Task directions
Which lines of the entries contain the string "Straße"? Please find them and copy them.

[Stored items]
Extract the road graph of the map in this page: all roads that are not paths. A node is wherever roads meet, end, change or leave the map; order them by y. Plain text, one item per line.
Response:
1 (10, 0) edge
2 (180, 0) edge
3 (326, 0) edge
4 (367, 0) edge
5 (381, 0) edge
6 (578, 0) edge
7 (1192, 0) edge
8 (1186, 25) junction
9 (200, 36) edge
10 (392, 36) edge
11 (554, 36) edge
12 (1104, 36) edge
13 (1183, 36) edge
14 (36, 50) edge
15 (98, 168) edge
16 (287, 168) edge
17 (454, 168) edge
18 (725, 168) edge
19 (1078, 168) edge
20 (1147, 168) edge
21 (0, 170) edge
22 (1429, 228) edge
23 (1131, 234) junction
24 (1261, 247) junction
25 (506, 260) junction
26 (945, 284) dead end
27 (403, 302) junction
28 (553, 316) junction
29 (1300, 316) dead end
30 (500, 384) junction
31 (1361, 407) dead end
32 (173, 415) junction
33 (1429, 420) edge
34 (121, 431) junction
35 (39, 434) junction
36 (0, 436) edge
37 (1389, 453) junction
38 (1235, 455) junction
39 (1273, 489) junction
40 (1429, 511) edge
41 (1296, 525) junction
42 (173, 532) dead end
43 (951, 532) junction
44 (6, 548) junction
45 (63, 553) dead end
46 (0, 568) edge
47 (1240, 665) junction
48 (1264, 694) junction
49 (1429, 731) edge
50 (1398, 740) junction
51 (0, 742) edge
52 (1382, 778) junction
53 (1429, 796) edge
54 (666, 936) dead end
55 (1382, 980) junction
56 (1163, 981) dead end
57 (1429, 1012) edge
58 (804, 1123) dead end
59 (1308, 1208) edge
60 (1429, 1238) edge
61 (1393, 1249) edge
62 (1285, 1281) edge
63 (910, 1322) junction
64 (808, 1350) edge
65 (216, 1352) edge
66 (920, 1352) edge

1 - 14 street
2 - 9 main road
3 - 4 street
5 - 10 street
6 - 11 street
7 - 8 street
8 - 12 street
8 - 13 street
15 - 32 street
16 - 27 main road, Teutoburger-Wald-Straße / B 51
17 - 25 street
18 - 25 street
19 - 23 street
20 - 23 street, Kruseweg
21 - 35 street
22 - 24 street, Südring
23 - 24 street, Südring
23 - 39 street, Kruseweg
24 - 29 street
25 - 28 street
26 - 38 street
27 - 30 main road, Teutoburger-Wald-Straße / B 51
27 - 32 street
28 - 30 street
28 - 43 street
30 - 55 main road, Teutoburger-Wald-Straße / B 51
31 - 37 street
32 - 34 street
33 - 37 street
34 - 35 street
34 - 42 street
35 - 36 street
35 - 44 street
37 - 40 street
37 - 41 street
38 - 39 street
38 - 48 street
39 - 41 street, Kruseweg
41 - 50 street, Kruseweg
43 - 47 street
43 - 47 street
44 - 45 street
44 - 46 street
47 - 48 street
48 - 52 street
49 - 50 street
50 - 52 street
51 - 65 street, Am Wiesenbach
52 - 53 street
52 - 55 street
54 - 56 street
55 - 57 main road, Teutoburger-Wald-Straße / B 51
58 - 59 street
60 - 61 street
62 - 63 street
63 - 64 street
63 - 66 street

Reply to the task
16 - 27 main road, Teutoburger-Wald-Straße / B 51
27 - 30 main road, Teutoburger-Wald-Straße / B 51
30 - 55 main road, Teutoburger-Wald-Straße / B 51
55 - 57 main road, Teutoburger-Wald-Straße / B 51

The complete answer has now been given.